Historical population
| Census | Pop. | Note | %± |
| 1960 | 349 |  | — |
| 1970 | 363 |  | 4.0% |
| 1980 | 321 |  | −11.6% |
| 1990 | 259 |  | −19.3% |
| 2000 | 246 |  | −5.0% |
| 2010 | 229 |  | −6.9% |
| 2020 | 272 |  | 18.8% |
U.S. Decennial Census

==Climate==
The climate in this area is characterized by hot, humid summers and generally mild to cool winters. According to the Köppen Climate Classification system, Painter has a humid subtropical climate, abbreviated "Cfa" on climate maps.
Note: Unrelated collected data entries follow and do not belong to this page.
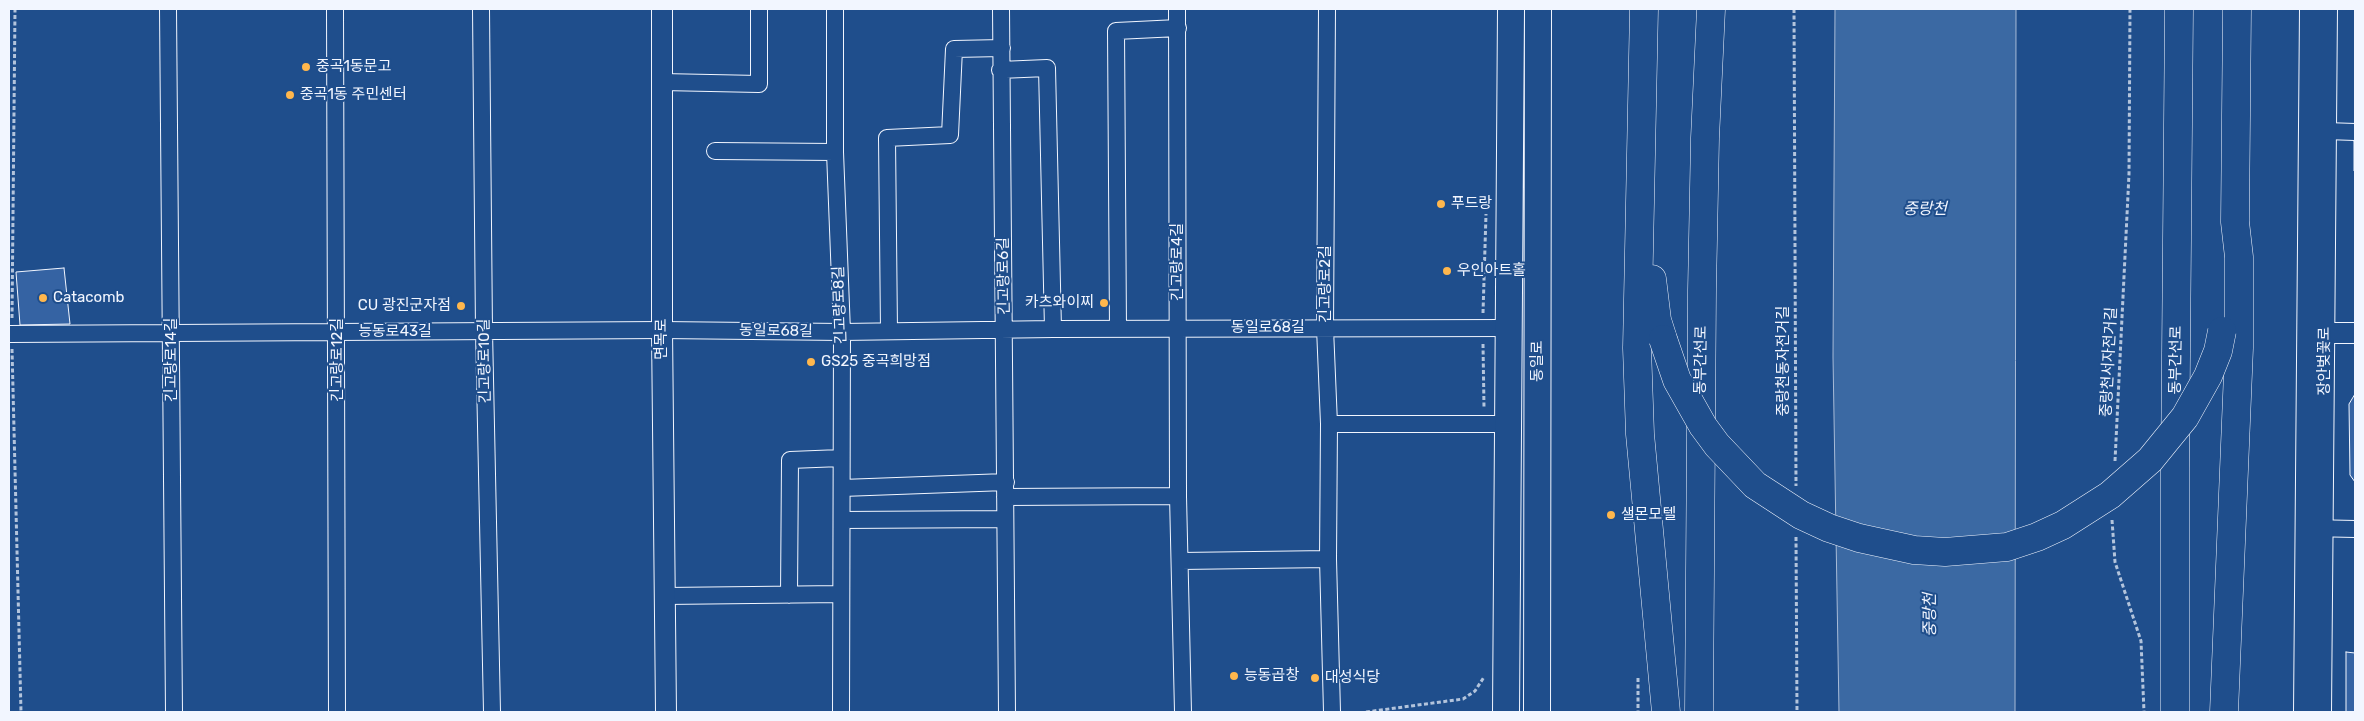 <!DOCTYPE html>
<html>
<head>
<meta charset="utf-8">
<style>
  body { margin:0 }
  #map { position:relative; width:2364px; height:721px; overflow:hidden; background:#1f4e8c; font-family:Rubik,sans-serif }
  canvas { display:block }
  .frame { position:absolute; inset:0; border:10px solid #f2f6ff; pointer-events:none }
</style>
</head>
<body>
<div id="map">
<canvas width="2364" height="721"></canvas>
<div class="frame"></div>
</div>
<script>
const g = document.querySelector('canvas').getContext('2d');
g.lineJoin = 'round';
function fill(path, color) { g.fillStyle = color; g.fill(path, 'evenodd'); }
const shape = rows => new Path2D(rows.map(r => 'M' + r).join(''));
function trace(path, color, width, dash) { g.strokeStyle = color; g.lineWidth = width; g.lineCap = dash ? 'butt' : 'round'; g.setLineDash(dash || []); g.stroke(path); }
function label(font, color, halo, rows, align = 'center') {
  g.font = font + ' Rubik,"Noto Sans KR",sans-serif'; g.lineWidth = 4; g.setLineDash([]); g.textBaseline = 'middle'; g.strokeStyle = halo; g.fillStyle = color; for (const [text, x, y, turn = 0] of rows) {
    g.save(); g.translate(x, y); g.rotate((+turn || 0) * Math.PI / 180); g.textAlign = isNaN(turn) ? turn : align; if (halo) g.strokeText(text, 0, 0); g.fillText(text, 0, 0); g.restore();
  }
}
const water = shape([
  [1835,9,2016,9,2015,712,1839,712,1833,357,1835,9]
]);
fill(water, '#3b69a3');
trace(water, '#a8bbd7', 1);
const building = shape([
  [2354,141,2355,141,2355,171,2354,171,2354,141],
  [64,268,70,324,20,325,16,272,64,268],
  [2355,394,2355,482,2350,475,2349,404,2355,394],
  [2346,652,2355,653,2355,712,2346,712,2346,652]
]);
fill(building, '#3563a3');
trace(building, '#f2f6ff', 1);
const minor = shape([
  [168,9,174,712],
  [335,9,337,712],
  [481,9,484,331,492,712],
  [835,9,835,152,842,332,841,712],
  [1001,9,1007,712],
  [1177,9,1178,496,1183,712],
  [1327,9,1325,328,1329,424,1328,559,1332,712],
  [1000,70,1047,68,1053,329],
  [662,82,759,84,759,9],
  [2326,131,2355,132],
  [715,151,835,152],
  [1118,329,1116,31,1178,28],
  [889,331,887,138,950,135,954,49,1002,48],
  [9,334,662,330,842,332,1053,329,1508,328],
  [1329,424,1507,424],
  [842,488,1006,482],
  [1005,497,1178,496],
  [842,520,1005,519],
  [2310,528,2355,529],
  [1181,561,1328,559],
  [789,595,790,460,841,458],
  [665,596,840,594]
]);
const tertiary = shape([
  [662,9,662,330,666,712],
  [2312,333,2355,333],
  [2304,712,2310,9],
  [2321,712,2327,9]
]);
const primary = shape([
  [1506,712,1511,9],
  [1537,712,1538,9]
]);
const trunk = shape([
  [1644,9,1637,348,1640,434,1666,712],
  [1652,279,1657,320,1663,339],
  [1699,712,1702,290,1705,138,1711,9],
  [2175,712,2175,471,2179,9],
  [2224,712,2239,348,2239,257,2235,222,2237,9]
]);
trace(minor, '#f2f6ff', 18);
trace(tertiary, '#f2f6ff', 22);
trace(primary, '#f2f6ff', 28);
trace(trunk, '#f2f6ff', 29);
trace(shape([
  [1794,9,1796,486],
  [1483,313,1486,214],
  [12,318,15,9],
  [1483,344,1484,408],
  [12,349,21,712],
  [2115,461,2129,174,2130,9],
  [2112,520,2115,562,2141,641,2144,712],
  [1796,537,1797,712],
  [1638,678,1638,712],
  [1366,712,1463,699,1475,691,1484,677]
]), '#b3c4dc', 3, [4, 2.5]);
trace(minor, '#1f4e8c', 16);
trace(tertiary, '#1f4e8c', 20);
trace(primary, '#1f4e8c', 26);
trace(trunk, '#1f4e8c', 28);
const trunkBridge = shape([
  [1663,339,1677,380,1703,426,1717,445,1755,485,1801,515,1829,528,1859,538,1914,550,1945,552,2007,547,2037,537,2063,525,2110,495,2150,460,2185,417,2208,376,2218,351,2222,331]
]);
trace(trunkBridge, '#f2f6ff', 29, []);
trace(trunkBridge, '#1f4e8c', 28);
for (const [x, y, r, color] of [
  [306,67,5,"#ffb74d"],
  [290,95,5,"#ffb74d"],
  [1441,204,5,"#ffb74d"],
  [1447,271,5,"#ffb74d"],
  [43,298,5,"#ffb74d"],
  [1104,303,5,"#ffb74d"],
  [461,306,5,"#ffb74d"],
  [811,362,5,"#ffb74d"],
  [1611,515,5,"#ffb74d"],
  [1234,676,5,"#ffb74d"],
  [1315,678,5,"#ffb74d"]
]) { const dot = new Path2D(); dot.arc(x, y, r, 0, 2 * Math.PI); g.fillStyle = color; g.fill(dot); trace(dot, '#1f4e8c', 2); }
label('15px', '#f2f6ff', '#1f4e8c', [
  ["중곡1동문고",316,67],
  ["중곡1동 주민센터",300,95],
  ["푸드랑",1451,204],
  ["우인아트홀",1457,271],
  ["Catacomb",53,298],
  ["카츠와이찌",1094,303,"right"],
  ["CU 광진군자점",451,306,"right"],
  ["GS25 중곡희망점",821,362],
  ["샐몬모텔",1621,515],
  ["능동곱창",1244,676],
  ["대성식당",1325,678]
], 'left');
label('15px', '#f2f6ff', '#1f4e8c', [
  ["긴고랑로4길",1178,262,-90],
  ["긴고랑로6길",1004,276,-91],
  ["긴고랑로2길",1326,284,-90],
  ["긴고랑로8길",840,305,-92],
  ["동일로68길",1268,328],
  ["동일로68길",776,331,1],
  ["능동로43길",395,332],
  ["면목로",662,339,-90],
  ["긴고랑로14길",172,360,-90],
  ["긴고랑로12길",338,360,-90],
  ["동부간선로",1701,360,-89],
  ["동부간선로",2176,360,-89],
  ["긴고랑로10길",485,361,-91],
  ["동일로",1538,361,-90],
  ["중랑천동자전거길",1784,361,-90],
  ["장안벚꽃로",2325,361,-90],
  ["중랑천서자전거길",2109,362,-87]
]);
label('italic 16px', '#f2f6ff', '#1f4e8c', [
  ["중랑천",1925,209],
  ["중랑천",1930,615,-90]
]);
</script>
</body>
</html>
Climate data for Painter, Virginia (1991–2020 normals, extremes 1955–present)
| Month | Jan | Feb | Mar | Apr | May | Jun | Jul | Aug | Sep | Oct | Nov | Dec | Year |
| Record high °F (°C) | 75 (24) | 80 (27) | 85 (29) | 93 (34) | 95 (35) | 99 (37) | 101 (38) | 98 (37) | 98 (37) | 93 (34) | 82 (28) | 78 (26) | 101 (38) |
| Mean maximum °F (°C) | 67.1 (19.5) | 68.4 (20.2) | 75.5 (24.2) | 82.6 (28.1) | 88.0 (31.1) | 93.7 (34.3) | 95.6 (35.3) | 92.7 (33.7) | 89.1 (31.7) | 83.1 (28.4) | 74.6 (23.7) | 68.9 (20.5) | 96.8 (36.0) |
| Mean daily maximum °F (°C) | 48.2 (9.0) | 50.8 (10.4) | 57.5 (14.2) | 67.9 (19.9) | 75.7 (24.3) | 83.4 (28.6) | 87.6 (30.9) | 85.5 (29.7) | 80.3 (26.8) | 70.9 (21.6) | 60.2 (15.7) | 52.0 (11.1) | 68.3 (20.2) |
| Daily mean °F (°C) | 39.3 (4.1) | 41.1 (5.1) | 47.4 (8.6) | 57.2 (14.0) | 65.7 (18.7) | 74.0 (23.3) | 78.5 (25.8) | 76.4 (24.7) | 71.2 (21.8) | 61.1 (16.2) | 50.8 (10.4) | 43.1 (6.2) | 58.8 (14.9) |
| Mean daily minimum °F (°C) | 30.4 (−0.9) | 31.4 (−0.3) | 37.3 (2.9) | 46.5 (8.1) | 55.7 (13.2) | 64.6 (18.1) | 69.4 (20.8) | 67.4 (19.7) | 62.1 (16.7) | 51.3 (10.7) | 41.4 (5.2) | 34.2 (1.2) | 49.3 (9.6) |
| Mean minimum °F (°C) | 14.4 (−9.8) | 17.6 (−8.0) | 23.1 (−4.9) | 32.5 (0.3) | 41.6 (5.3) | 51.6 (10.9) | 59.0 (15.0) | 57.6 (14.2) | 48.9 (9.4) | 36.4 (2.4) | 25.9 (−3.4) | 20.4 (−6.4) | 12.3 (−10.9) |
| Record low °F (°C) | −5 (−21) | −1 (−18) | 9 (−13) | 24 (−4) | 31 (−1) | 36 (2) | 47 (8) | 44 (7) | 39 (4) | 24 (−4) | 16 (−9) | −1 (−18) | −5 (−21) |
| Average precipitation inches (mm) | 3.55 (90) | 3.07 (78) | 3.96 (101) | 3.28 (83) | 3.65 (93) | 4.44 (113) | 4.99 (127) | 4.48 (114) | 4.53 (115) | 4.28 (109) | 3.05 (77) | 3.94 (100) | 47.22 (1,199) |
| Average snowfall inches (cm) | 3.4 (8.6) | 1.5 (3.8) | 0.5 (1.3) | 0.0 (0.0) | 0.0 (0.0) | 0.0 (0.0) | 0.0 (0.0) | 0.0 (0.0) | 0.0 (0.0) | 0.0 (0.0) | 0.0 (0.0) | 1.2 (3.0) | 6.6 (17) |
| Average precipitation days (≥ 0.01 in) | 10.6 | 9.5 | 11.2 | 10.1 | 10.4 | 9.7 | 10.3 | 10.0 | 8.2 | 8.9 | 8.8 | 11.2 | 118.9 |
| Average snowy days (≥ 0.1 in) | 1.2 | 0.9 | 0.4 | 0.0 | 0.0 | 0.0 | 0.0 | 0.0 | 0.0 | 0.0 | 0.0 | 0.7 | 3.2 |
Source: NOAA

==Transportation==
===Public transportation===
STAR Transit provides public transit services, linking Painter with Cape Charles, Onley, and other communities in Accomack and Northampton counties on the Eastern Shore.

===Railroads===
The Bay Coast Railroad provided Painter with freight rail service until going out of business in 2018.